*EXERCISE AIM:* Search the entries below for "nodes". Report each line where it occurs.

(SUPPLIED MATERIAL)

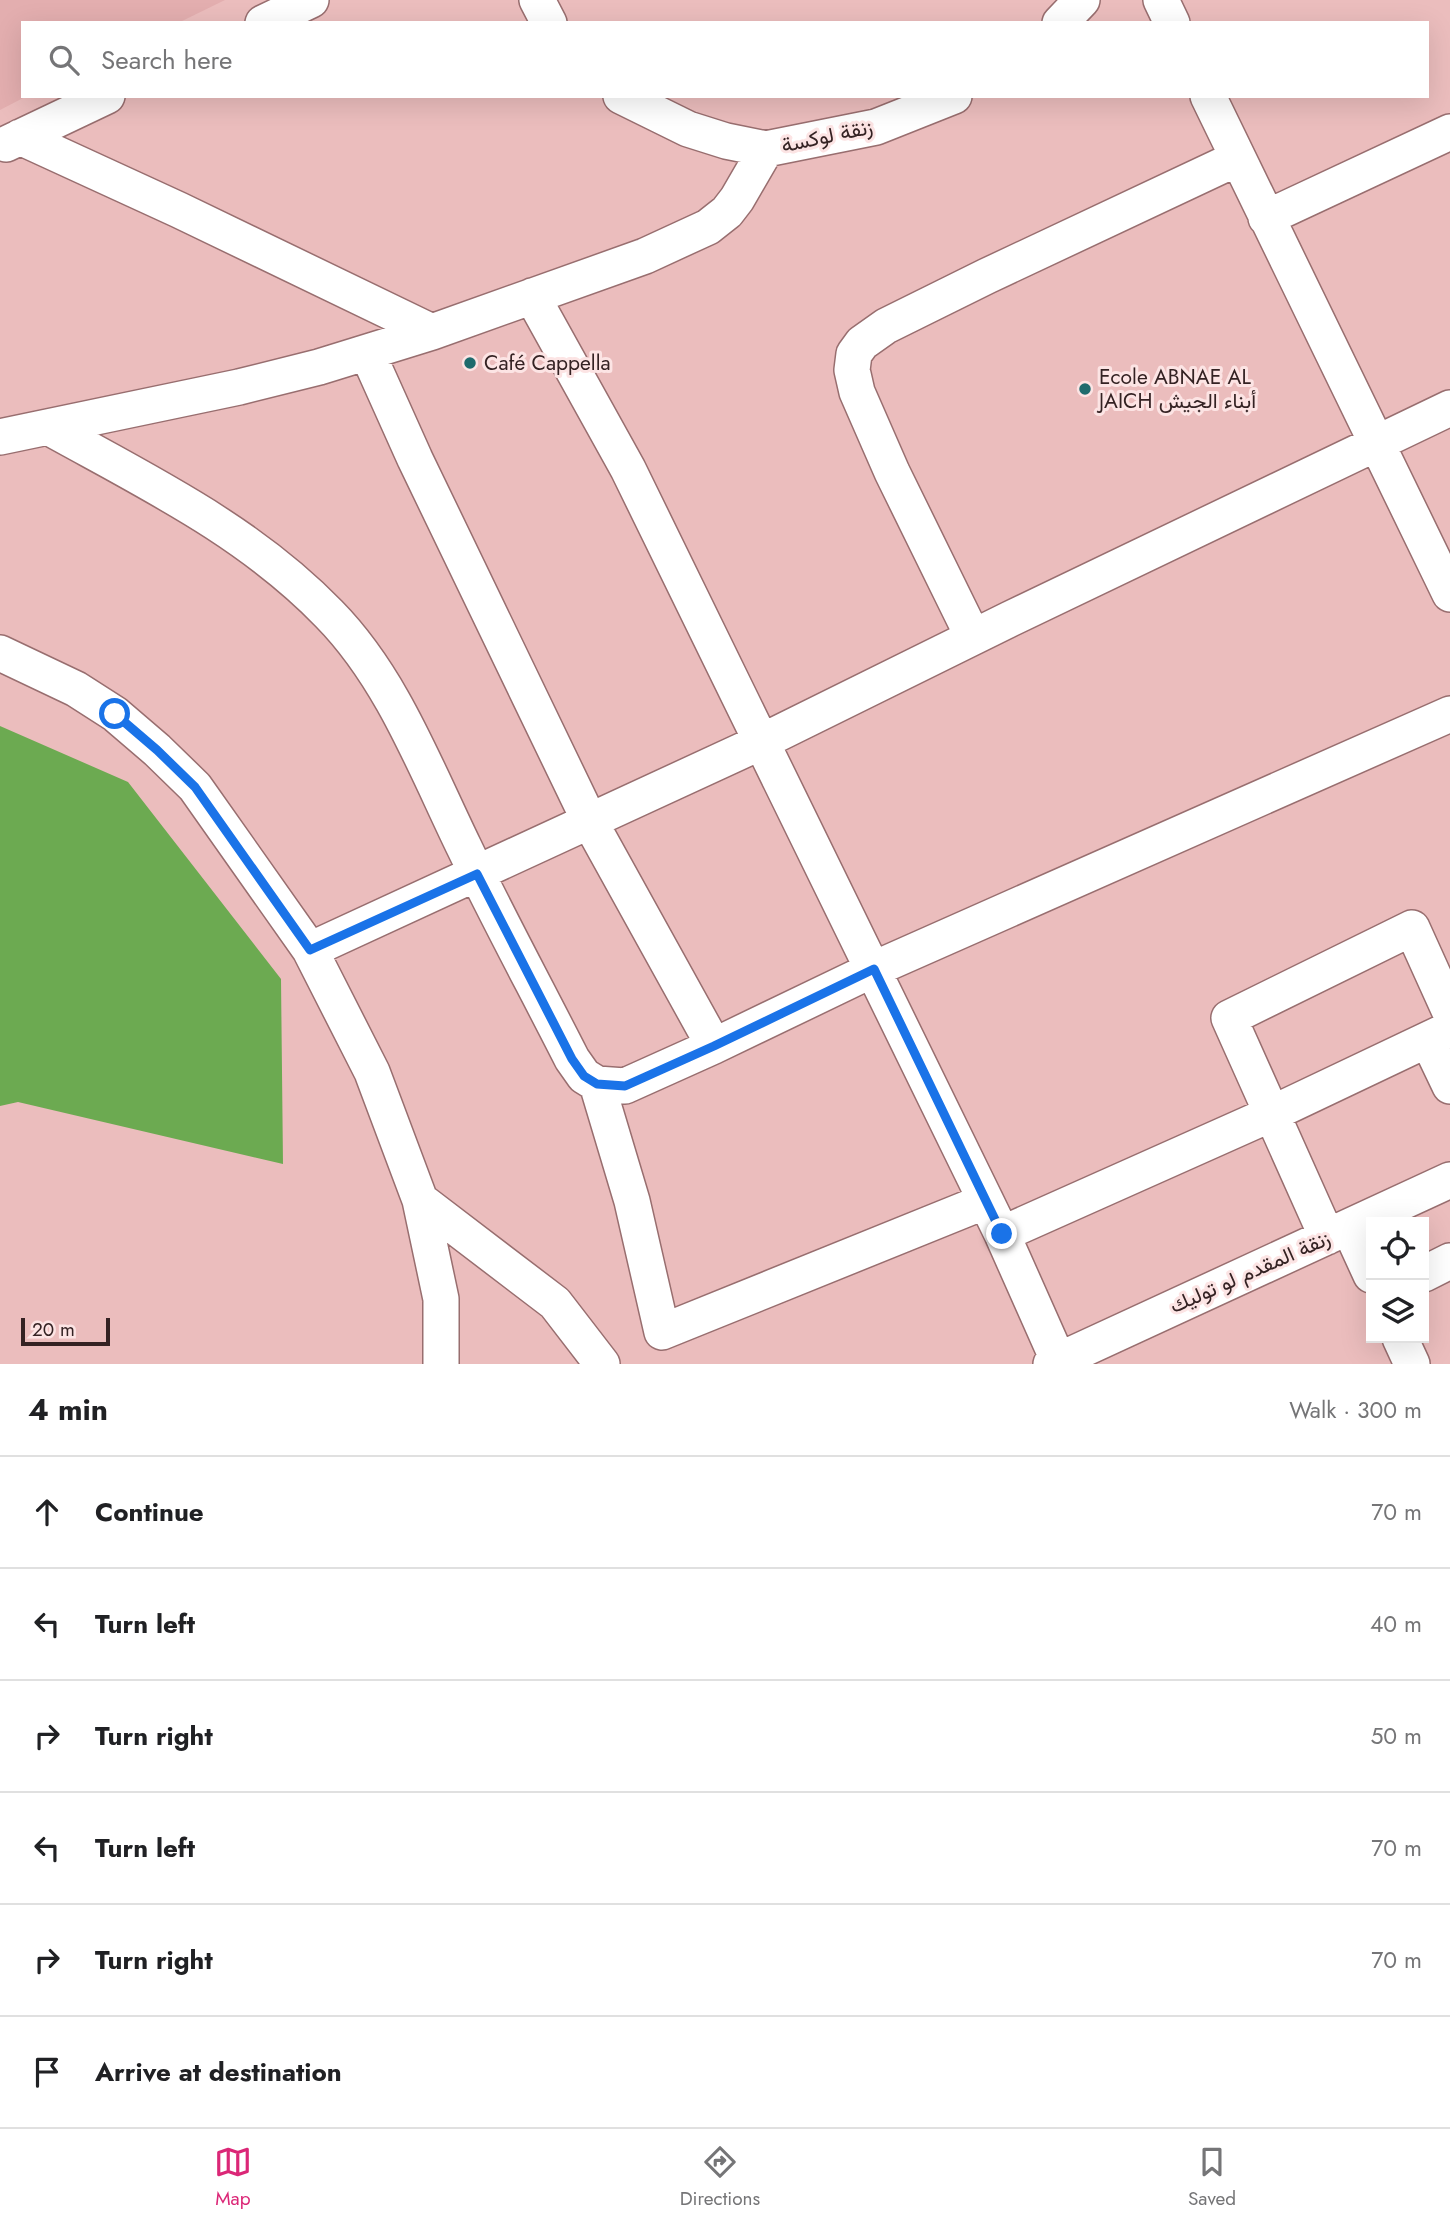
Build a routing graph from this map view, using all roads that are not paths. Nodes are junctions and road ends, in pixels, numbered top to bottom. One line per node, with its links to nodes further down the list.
1 (311, 0): 5 (street)
2 (537, 0): 6 (street)
3 (1082, 0): 7 (street)
4 (1161, 0): 8 (street)
5 (267, 21)
6 (548, 21)
7 (1062, 21)
8 (1171, 21)
9 (103, 98): 14 (street)
10 (625, 98): 15 (street, زنقة لوكسة)
11 (949, 98): 15 (street, زنقة لوكسة)
12 (1209, 98): 16 (street)
13 (1450, 132): 17 (street)
14 (10, 142): 19 (street)
15 (766, 149): 18 (street)
16 (1238, 158): 17 (street); 26 (street)
17 (1266, 218): 24 (street)
18 (532, 296): 19 (street); 29 (street)
19 (432, 332): 20 (street)
20 (366, 352): 22 (street); 30 (street)
21 (1450, 408): 24 (street)
22 (48, 427): 23 (street); 31 (street)
23 (0, 437)
24 (1377, 443): 25 (street); 26 (street)
25 (1450, 594)
26 (973, 637): 29 (street)
27 (0, 653): 32 (street)
28 (1449, 717): 33 (street)
29 (761, 741): 30 (street); 33 (street)
30 (590, 822): 31 (street); 36 (street)
31 (477, 874): 32 (street); 37 (street)
32 (310, 950): 41 (street)
33 (874, 969): 36 (street); 42 (street)
34 (1450, 1012): 39 (street)
35 (1439, 1035): 38 (street); 39 (street)
36 (714, 1046): 37 (street)
37 (597, 1084): 42 (street)
38 (1450, 1086)
39 (1271, 1114): 43 (street); 44 (street)
40 (1450, 1180): 43 (street, زنقة المقدم لو توليك)
41 (421, 1200): 50 (street); 51 (street)
42 (986, 1201): 44 (street)
43 (1338, 1232): 46 (street); 49 (street, زنقة المقدم لو توليك)
44 (1002, 1234): 49 (street)
45 (1450, 1261): 47 (street)
46 (1366, 1268)
47 (1429, 1272)
48 (1402, 1343): 52 (street)
49 (1055, 1362)
50 (441, 1364)
51 (601, 1364)
52 (1412, 1364)

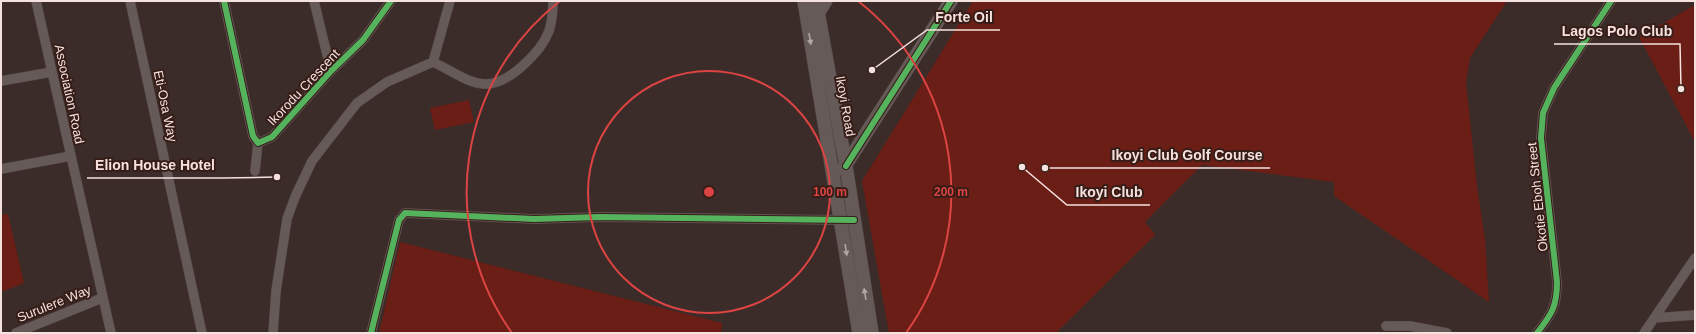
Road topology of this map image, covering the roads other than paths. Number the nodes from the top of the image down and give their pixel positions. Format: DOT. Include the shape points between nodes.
graph roads {
  1 [pos="36,1"];
  2 [pos="130,1"];
  3 [pos="224,1"];
  4 [pos="314,1"];
  5 [pos="391,1"];
  6 [pos="450,1"];
  7 [pos="553,1"];
  8 [pos="804,1"];
  9 [pos="816,1"];
  10 [pos="828,1"];
  11 [pos="951,1"];
  12 [pos="1611,1"];
  13 [pos="819,16"];
  14 [pos="433,62"];
  15 [pos="52,72"];
  16 [pos="331,72"];
  17 [pos="1,81"];
  18 [pos="840,137"];
  19 [pos="862,140"];
  20 [pos="258,143"];
  21 [pos="70,156"];
  22 [pos="846,166"];
  23 [pos="1,169"];
  24 [pos="256,171"];
  25 [pos="834,176"];
  26 [pos="848,220"];
  27 [pos="1695,258"];
  28 [pos="102,298"];
  29 [pos="1695,315"];
  30 [pos="1654,318"];
  31 [pos="1386,326"];
  32 [pos="16,333"];
  33 [pos="110,333"];
  34 [pos="202,333"];
  35 [pos="273,333"];
  36 [pos="371,333"];
  37 [pos="859,333"];
  38 [pos="872,333"];
  39 [pos="1447,333"];
  40 [pos="1537,333"];
  41 [pos="1644,333"];
  1 -- 15 [label="street, Association Road"];
  2 -- 34 [label="street, Eti-Osa Way"];
  3 -- 20 [label="street, Ikorodu Crescent" via="253,136"];
  4 -- 16 [label="street"];
  5 -- 16 [label="street, Ikorodu Crescent" via="362,40"];
  6 -- 14 [label="street"];
  7 -- 14 [label="street" via="549,30 541,45 518,70 498,82 485,84 473,81"];
  8 -- 25 [label="main road, Ikoyi Road, one-way"];
  9 -- 13 [label="main road, Ikoyi Road"];
  10 -- 13 [label="street"];
  11 -- 19 [label="main road"];
  12 -- 40 [label="street, Okotie Eboh Street" via="1554,88 1543,113 1541,138 1557,288 1556,304 1552,314"];
  13 -- 18 [label="main road, Ikoyi Road"];
  14 -- 35 [label="street" via="387,82 357,103 312,161 287,219 276,291"];
  15 -- 17 [label="street"];
  15 -- 21 [label="street, Association Road"];
  16 -- 20 [label="street, Ikorodu Crescent" via="272,137"];
  18 -- 19 [label="main road" via="850,143"];
  18 -- 22 [label="main road, Ikoyi Road"];
  19 -- 22 [label="main road"];
  20 -- 24 [label="street"];
  21 -- 23 [label="street"];
  21 -- 28 [label="street, Association Road"];
  22 -- 25 [label="main road"];
  22 -- 26 [label="main road, Ikoyi Road"];
  25 -- 26 [label="main road, Ikoyi Road"];
  26 -- 36 [label="street" via="600,217 534,219 404,213 399,220"];
  26 -- 37 [label="main road, Ikoyi Road, one-way"];
  38 -- 26 [label="main road, Ikoyi Road, one-way"];
  27 -- 30 [label="street"];
  28 -- 32 [label="street, Surulere Way"];
  28 -- 33 [label="street, Association Road"];
  29 -- 30 [label="street"];
  30 -- 41 [label="street"];
  31 -- 39 [label="street" via="1410,326"];
}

(End SUPPLIED MATERIAL)

*TASK ANSWER:*
Build a routing graph from this map view, using all roads that are not paths. Nodes are junctions and road ends, in pixels, numbered top to bottom. One line per node, with its links to nodes further down the list.
Road topology of this map image, covering the roads other than paths. Number the nodes from the top of the image down and give their pixel positions. Format: DOT. Include the shape points between nodes.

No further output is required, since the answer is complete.